-------- Recorded information

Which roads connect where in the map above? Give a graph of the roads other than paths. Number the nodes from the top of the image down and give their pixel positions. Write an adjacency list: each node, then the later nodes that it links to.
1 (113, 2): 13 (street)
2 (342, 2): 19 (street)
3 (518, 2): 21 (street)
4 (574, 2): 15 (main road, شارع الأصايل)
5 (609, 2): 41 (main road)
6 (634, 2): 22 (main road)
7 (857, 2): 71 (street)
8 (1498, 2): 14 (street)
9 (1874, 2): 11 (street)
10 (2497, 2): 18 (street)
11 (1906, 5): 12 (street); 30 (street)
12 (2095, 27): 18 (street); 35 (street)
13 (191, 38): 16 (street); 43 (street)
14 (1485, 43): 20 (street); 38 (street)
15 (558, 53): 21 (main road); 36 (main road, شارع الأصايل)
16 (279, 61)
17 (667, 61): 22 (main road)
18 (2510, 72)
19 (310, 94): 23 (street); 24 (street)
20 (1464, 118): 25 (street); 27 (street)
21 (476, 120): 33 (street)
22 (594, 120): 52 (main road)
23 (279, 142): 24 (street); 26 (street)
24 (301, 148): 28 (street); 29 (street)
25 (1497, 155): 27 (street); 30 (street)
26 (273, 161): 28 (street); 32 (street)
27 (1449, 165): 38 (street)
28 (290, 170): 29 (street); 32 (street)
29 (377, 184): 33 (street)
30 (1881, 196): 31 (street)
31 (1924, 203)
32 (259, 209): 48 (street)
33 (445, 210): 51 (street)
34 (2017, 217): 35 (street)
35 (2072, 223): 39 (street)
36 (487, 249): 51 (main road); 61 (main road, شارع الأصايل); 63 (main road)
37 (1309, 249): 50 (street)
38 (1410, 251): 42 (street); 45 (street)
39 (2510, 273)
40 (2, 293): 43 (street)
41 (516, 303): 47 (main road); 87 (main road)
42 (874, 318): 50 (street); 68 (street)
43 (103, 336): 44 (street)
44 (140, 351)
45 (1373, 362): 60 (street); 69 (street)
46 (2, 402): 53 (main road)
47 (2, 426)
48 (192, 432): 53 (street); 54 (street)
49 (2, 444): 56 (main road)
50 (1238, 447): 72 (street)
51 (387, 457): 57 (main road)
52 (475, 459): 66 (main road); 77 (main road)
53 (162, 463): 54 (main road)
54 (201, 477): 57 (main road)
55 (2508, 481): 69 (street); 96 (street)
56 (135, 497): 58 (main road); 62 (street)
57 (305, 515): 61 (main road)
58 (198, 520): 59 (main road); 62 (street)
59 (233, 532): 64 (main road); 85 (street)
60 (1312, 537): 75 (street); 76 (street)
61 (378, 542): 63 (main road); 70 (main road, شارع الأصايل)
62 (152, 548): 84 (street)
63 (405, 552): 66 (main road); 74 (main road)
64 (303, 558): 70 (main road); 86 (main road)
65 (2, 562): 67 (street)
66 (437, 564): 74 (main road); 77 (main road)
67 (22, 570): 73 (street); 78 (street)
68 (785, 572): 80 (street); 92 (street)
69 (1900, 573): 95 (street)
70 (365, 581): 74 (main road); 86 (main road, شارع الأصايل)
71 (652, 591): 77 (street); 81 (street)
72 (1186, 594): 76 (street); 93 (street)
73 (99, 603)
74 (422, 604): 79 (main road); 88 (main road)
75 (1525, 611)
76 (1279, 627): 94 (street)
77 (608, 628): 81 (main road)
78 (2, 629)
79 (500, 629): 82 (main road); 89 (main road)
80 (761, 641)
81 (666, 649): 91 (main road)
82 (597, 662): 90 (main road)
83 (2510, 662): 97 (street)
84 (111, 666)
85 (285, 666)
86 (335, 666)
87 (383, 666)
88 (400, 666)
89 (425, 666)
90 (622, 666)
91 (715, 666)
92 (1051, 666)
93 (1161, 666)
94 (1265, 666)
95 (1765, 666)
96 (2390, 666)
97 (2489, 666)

----------------

== Task instructions ==
Transcribe each entry word for word.

== Your response ==
Which roads connect where in the map above? Give a graph of the roads other than paths. Number the nodes from the top of the image down and give their pixel positions. Write an adjacency list: each node, then the later nodes that it links to.
1 (113, 2): 13 (street)
2 (342, 2): 19 (street)
3 (518, 2): 21 (street)
4 (574, 2): 15 (main road, شارع الأصايل)
5 (609, 2): 41 (main road)
6 (634, 2): 22 (main road)
7 (857, 2): 71 (street)
8 (1498, 2): 14 (street)
9 (1874, 2): 11 (street)
10 (2497, 2): 18 (street)
11 (1906, 5): 12 (street); 30 (street)
12 (2095, 27): 18 (street); 35 (street)
13 (191, 38): 16 (street); 43 (street)
14 (1485, 43): 20 (street); 38 (street)
15 (558, 53): 21 (main road); 36 (main road, شارع الأصايل)
16 (279, 61)
17 (667, 61): 22 (main road)
18 (2510, 72)
19 (310, 94): 23 (street); 24 (street)
20 (1464, 118): 25 (street); 27 (street)
21 (476, 120): 33 (street)
22 (594, 120): 52 (main road)
23 (279, 142): 24 (street); 26 (street)
24 (301, 148): 28 (street); 29 (street)
25 (1497, 155): 27 (street); 30 (street)
26 (273, 161): 28 (street); 32 (street)
27 (1449, 165): 38 (street)
28 (290, 170): 29 (street); 32 (street)
29 (377, 184): 33 (street)
30 (1881, 196): 31 (street)
31 (1924, 203)
32 (259, 209): 48 (street)
33 (445, 210): 51 (street)
34 (2017, 217): 35 (street)
35 (2072, 223): 39 (street)
36 (487, 249): 51 (main road); 61 (main road, شارع الأصايل); 63 (main road)
37 (1309, 249): 50 (street)
38 (1410, 251): 42 (street); 45 (street)
39 (2510, 273)
40 (2, 293): 43 (street)
41 (516, 303): 47 (main road); 87 (main road)
42 (874, 318): 50 (street); 68 (street)
43 (103, 336): 44 (street)
44 (140, 351)
45 (1373, 362): 60 (street); 69 (street)
46 (2, 402): 53 (main road)
47 (2, 426)
48 (192, 432): 53 (street); 54 (street)
49 (2, 444): 56 (main road)
50 (1238, 447): 72 (street)
51 (387, 457): 57 (main road)
52 (475, 459): 66 (main road); 77 (main road)
53 (162, 463): 54 (main road)
54 (201, 477): 57 (main road)
55 (2508, 481): 69 (street); 96 (street)
56 (135, 497): 58 (main road); 62 (street)
57 (305, 515): 61 (main road)
58 (198, 520): 59 (main road); 62 (street)
59 (233, 532): 64 (main road); 85 (street)
60 (1312, 537): 75 (street); 76 (street)
61 (378, 542): 63 (main road); 70 (main road, شارع الأصايل)
62 (152, 548): 84 (street)
63 (405, 552): 66 (main road); 74 (main road)
64 (303, 558): 70 (main road); 86 (main road)
65 (2, 562): 67 (street)
66 (437, 564): 74 (main road); 77 (main road)
67 (22, 570): 73 (street); 78 (street)
68 (785, 572): 80 (street); 92 (street)
69 (1900, 573): 95 (street)
70 (365, 581): 74 (main road); 86 (main road, شارع الأصايل)
71 (652, 591): 77 (street); 81 (street)
72 (1186, 594): 76 (street); 93 (street)
73 (99, 603)
74 (422, 604): 79 (main road); 88 (main road)
75 (1525, 611)
76 (1279, 627): 94 (street)
77 (608, 628): 81 (main road)
78 (2, 629)
79 (500, 629): 82 (main road); 89 (main road)
80 (761, 641)
81 (666, 649): 91 (main road)
82 (597, 662): 90 (main road)
83 (2510, 662): 97 (street)
84 (111, 666)
85 (285, 666)
86 (335, 666)
87 (383, 666)
88 (400, 666)
89 (425, 666)
90 (622, 666)
91 (715, 666)
92 (1051, 666)
93 (1161, 666)
94 (1265, 666)
95 (1765, 666)
96 (2390, 666)
97 (2489, 666)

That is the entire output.